For example, and still referring to FIG. 2, this process 100 will further
optionally accommodate processing 206 at least one interpolated
suspicious traffic field length example between the best performing
candidate traffic field length signature and another of the candidate
traffic field length signatures to thereby again determine a
corresponding score that reflects a tendency of the interpolated
suspicious traffic field length example to tend to reduce false positive
identifications while also tending to improving true positive
identifications. To illustrate by way of a non-limiting example, this
might comprise creating an interpolated field length value of "140" when
the best performing signature has a value of "135" and the next largest
candidate signature has a value of "145" and then assessing the
worm-detection performance score as corresponds to that field length
value.
[0032]This activity can be repeated as desired to generate and assess as
many interpolated field length examples as desired. By one approach, for
example, every integer increment between the best performing value and
the bounding value can be assessed in this manner. To illustrate, if the
range values are "135" and "140," the interpolated values could comprise
"136," "137," "138," and "139." Other choices in this regard are of
course possible. For example, by one approach, no more than about half of
the available incremental integer values might be assessed in the manner.
Such choices might be based, for example, upon the corresponding
computational complexity and any limitations in that regard which may
apply in a given application setting.
[0033]In any event, this process 100 can then provide for using 207 these
scores to now identify a resultant best performing suspicious traffic
field length signature (which may comprise one of the original field
length examples or may now comprise one of the interpolated field length
examples).
[0034]Those skilled in the art will recognize and appreciate that these
teachings provide an effective and efficient mechanism and process to
identify a particular field length value that will reliably detect worms
while simultaneously avoiding identifying innocent content as comprising
a worm. As described, these results are attained by selecting a
particular unbounded field in a particular kind of data packet and then
generating a field length signature of that particular unbounded field
that can serve in this capacity. Those skilled in the art will
understand, however, that more than one field can comprise an unbounded
field and furthermore that data packets themselves can vary to some
extent with respect to their defining frame structure.

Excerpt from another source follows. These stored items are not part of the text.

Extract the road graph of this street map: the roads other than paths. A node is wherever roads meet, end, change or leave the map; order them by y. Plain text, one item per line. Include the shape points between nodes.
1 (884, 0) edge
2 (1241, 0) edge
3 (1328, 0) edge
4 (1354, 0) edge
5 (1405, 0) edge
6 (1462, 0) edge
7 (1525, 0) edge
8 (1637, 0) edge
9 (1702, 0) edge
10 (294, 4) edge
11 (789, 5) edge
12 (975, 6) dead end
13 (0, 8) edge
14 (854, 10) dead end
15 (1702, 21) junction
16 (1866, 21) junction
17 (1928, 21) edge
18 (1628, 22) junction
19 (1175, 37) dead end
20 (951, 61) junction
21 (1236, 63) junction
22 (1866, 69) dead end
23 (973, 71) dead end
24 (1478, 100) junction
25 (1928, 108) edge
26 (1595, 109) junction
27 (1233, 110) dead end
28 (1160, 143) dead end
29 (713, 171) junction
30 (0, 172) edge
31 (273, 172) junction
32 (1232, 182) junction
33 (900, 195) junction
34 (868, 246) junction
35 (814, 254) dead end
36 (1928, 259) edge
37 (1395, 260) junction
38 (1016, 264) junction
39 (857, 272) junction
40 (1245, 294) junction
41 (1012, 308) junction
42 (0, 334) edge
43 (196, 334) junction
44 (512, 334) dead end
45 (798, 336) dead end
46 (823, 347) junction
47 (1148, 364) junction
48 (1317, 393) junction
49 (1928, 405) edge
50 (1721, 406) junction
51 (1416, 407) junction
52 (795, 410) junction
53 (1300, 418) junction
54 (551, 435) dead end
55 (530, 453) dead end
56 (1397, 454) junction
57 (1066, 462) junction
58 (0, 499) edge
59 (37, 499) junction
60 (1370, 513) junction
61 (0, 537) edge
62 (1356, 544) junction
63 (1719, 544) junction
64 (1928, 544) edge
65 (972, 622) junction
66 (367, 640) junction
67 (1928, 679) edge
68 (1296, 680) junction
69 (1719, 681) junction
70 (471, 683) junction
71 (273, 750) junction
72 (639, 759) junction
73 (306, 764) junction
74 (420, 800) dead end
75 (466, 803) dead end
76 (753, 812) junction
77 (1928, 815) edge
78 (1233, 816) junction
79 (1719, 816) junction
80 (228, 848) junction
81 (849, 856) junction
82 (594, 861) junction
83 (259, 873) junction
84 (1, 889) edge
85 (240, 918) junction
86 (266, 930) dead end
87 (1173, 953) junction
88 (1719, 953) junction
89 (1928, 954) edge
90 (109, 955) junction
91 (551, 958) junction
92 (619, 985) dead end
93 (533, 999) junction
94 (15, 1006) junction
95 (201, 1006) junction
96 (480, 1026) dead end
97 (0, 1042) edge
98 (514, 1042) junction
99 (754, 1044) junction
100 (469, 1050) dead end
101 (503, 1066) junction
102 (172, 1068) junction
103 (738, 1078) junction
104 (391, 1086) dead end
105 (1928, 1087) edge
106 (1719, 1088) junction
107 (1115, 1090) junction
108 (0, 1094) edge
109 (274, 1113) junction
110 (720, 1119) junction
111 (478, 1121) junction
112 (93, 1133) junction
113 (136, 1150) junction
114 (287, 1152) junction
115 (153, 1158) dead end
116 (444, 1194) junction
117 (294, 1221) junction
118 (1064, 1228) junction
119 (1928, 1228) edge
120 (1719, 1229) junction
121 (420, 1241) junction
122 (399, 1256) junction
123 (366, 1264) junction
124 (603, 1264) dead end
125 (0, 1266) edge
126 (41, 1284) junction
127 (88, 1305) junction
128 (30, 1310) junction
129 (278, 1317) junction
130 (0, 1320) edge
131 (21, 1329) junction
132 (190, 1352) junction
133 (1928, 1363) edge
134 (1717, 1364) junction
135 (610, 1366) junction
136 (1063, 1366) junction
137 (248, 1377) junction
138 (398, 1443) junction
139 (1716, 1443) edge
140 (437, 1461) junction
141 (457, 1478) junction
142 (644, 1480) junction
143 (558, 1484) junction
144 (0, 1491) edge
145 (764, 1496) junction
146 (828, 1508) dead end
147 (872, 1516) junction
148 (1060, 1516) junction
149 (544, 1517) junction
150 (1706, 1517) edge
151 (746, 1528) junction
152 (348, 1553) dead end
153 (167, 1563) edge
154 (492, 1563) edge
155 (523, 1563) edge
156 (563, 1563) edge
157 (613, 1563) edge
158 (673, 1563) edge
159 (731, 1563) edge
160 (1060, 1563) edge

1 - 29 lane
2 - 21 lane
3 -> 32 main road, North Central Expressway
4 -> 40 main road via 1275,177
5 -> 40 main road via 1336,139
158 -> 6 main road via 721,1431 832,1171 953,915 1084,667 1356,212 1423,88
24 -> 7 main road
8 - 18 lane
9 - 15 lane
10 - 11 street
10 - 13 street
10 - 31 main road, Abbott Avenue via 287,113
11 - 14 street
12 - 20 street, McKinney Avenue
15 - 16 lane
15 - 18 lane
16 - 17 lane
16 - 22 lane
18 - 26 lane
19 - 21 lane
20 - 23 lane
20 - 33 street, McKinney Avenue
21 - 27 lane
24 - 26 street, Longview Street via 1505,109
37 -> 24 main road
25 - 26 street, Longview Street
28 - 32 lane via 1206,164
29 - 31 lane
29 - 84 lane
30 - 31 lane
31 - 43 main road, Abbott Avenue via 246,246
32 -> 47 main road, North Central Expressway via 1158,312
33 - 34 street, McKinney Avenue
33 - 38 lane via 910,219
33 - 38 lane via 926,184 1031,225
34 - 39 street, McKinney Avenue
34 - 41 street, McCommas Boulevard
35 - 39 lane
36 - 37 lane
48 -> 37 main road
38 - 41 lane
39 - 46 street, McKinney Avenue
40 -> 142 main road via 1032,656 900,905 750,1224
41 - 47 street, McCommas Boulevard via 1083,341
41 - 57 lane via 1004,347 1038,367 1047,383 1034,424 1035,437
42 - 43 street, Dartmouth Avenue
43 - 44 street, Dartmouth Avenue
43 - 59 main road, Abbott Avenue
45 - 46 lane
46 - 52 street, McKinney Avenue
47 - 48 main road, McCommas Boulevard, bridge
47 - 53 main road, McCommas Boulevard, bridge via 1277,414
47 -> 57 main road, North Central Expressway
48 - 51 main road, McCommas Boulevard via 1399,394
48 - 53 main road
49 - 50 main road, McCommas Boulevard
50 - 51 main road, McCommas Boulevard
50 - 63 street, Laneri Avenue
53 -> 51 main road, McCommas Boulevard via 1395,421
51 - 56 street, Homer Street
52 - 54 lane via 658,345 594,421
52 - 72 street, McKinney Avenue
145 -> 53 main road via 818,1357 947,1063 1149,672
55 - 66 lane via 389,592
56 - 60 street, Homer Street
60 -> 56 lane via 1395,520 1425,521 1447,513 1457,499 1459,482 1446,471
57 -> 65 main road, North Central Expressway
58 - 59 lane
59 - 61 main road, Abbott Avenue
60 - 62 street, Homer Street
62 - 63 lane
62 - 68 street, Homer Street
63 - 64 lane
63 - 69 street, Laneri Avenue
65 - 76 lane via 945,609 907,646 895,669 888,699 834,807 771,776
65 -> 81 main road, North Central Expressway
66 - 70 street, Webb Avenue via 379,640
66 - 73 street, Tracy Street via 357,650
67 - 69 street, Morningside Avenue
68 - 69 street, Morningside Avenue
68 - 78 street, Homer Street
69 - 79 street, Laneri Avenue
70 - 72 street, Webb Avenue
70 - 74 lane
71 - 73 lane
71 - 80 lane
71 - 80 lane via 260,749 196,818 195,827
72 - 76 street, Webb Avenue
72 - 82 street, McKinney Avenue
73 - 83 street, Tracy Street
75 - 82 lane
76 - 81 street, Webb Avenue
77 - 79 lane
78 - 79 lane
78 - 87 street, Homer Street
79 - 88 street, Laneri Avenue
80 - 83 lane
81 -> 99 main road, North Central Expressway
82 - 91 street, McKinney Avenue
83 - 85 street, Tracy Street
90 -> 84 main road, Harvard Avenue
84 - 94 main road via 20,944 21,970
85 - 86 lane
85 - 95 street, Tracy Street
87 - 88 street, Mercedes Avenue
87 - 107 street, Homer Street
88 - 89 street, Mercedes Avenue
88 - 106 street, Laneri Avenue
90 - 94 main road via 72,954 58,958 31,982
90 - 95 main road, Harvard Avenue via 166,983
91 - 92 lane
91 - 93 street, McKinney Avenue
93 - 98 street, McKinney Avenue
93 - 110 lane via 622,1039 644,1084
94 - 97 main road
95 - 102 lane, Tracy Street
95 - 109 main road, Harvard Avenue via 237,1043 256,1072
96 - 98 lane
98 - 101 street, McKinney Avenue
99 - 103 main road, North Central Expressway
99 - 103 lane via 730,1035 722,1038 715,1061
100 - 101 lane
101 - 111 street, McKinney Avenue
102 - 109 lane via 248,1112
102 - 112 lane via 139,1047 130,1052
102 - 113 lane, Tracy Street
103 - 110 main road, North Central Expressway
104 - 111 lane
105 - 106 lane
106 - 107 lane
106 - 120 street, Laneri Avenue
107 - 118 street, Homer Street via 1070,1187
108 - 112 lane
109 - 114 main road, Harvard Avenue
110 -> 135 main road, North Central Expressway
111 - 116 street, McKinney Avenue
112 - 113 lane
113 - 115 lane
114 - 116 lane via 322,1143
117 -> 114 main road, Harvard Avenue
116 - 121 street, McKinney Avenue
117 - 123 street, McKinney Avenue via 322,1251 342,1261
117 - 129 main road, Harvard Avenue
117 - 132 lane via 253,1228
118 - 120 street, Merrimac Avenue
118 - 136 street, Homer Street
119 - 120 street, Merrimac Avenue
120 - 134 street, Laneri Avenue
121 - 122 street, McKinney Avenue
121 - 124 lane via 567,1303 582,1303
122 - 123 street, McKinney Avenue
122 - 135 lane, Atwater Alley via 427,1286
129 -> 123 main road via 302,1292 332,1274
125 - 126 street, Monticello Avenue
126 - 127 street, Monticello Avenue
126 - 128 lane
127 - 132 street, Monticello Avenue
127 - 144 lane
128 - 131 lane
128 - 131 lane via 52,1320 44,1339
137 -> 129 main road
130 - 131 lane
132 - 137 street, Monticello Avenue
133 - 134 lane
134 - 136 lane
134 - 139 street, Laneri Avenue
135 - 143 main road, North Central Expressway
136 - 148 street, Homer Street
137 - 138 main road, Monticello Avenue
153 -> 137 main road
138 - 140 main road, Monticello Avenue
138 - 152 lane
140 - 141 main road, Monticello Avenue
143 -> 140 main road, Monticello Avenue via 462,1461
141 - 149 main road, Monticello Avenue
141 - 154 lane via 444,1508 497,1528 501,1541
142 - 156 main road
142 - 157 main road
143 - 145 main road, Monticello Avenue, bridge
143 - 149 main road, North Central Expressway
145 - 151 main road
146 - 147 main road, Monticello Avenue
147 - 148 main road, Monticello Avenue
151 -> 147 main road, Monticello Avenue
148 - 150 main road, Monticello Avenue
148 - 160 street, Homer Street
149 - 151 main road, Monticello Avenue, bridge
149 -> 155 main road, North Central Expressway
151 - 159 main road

[0035]With this in mind, and again if desired, this process 100 will
further optionally accommodate essentially repeating the aforementioned
steps for other unbounded fields. This activity is succinctly represented
in FIG. 2 as an overall step of identifying 208 a resultant best
performing suspicious traffic field length signature for each of a
plurality of different data packet fields to thereby provide a plurality
of suspicious traffic field length signatures. This can then lead to
identifying 209 a subset of the suspicious traffic field length
signatures to use as a worm-detection signature.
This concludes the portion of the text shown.